▶ **ACTIVITY**: Scan the material below for "street", then return each line that contains it.

··· SUPPLIED DATA ···

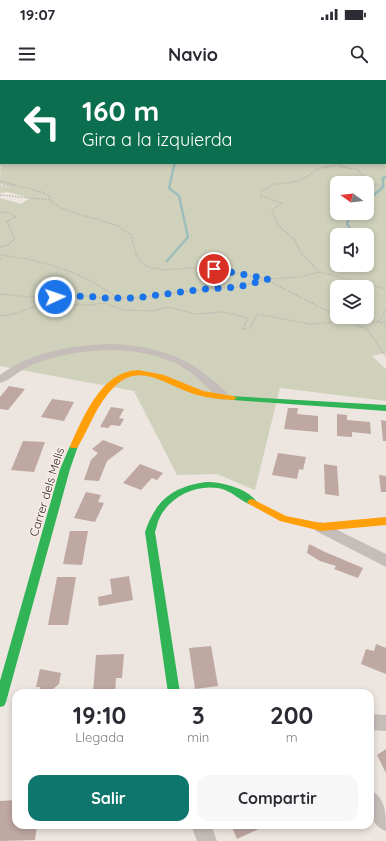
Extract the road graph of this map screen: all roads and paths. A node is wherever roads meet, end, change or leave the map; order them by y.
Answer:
1 (340, 164) edge
2 (336, 165) junction
3 (0, 181) edge
4 (16, 185) junction
5 (0, 186) edge
6 (386, 187) edge
7 (0, 195) edge
8 (51, 200) junction
9 (0, 212) edge
10 (0, 247) edge
11 (0, 255) edge
12 (319, 272) junction
13 (268, 279) junction
14 (386, 289) edge
15 (0, 294) edge
16 (122, 299) junction
17 (386, 310) edge
18 (330, 312) edge
19 (0, 316) edge
20 (330, 322) edge
21 (374, 322) edge
22 (378, 322) junction
23 (386, 322) edge
24 (355, 324) edge
25 (386, 326) edge
26 (386, 357) edge
27 (0, 380) edge
28 (224, 397) junction
29 (386, 408) edge
30 (386, 521) edge
31 (321, 527) junction
32 (386, 561) edge
33 (173, 689) edge
34 (0, 702) edge
35 (374, 722) edge
36 (386, 723) edge
37 (374, 805) edge
38 (386, 821) edge
39 (202, 829) edge
40 (207, 841) edge

1 - 2 path
2 - 6 path
2 - 12 path
3 - 4 path
4 - 5 path
4 - 8 path
7 - 8 path
8 - 13 path
9 - 10 path
11 - 16 path
12 - 13 path
12 - 14 path
13 - 16 path
13 - 18 path
15 - 16 path
17 - 22 path
19 - 20 path
21 - 22 path
22 - 23 path
22 - 25 path
24 - 26 path
27 - 28 street
28 - 29 street, Carrer dels Melis
28 - 34 street, Carrer dels Melis
30 - 31 street
31 - 32 street
31 - 33 street
35 - 36 street
37 - 38 street
39 - 40 street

···

▶ **WRITTEN RESPONSE**:
27 - 28 street
28 - 29 street, Carrer dels Melis
28 - 34 street, Carrer dels Melis
30 - 31 street
31 - 32 street
31 - 33 street
35 - 36 street
37 - 38 street
39 - 40 street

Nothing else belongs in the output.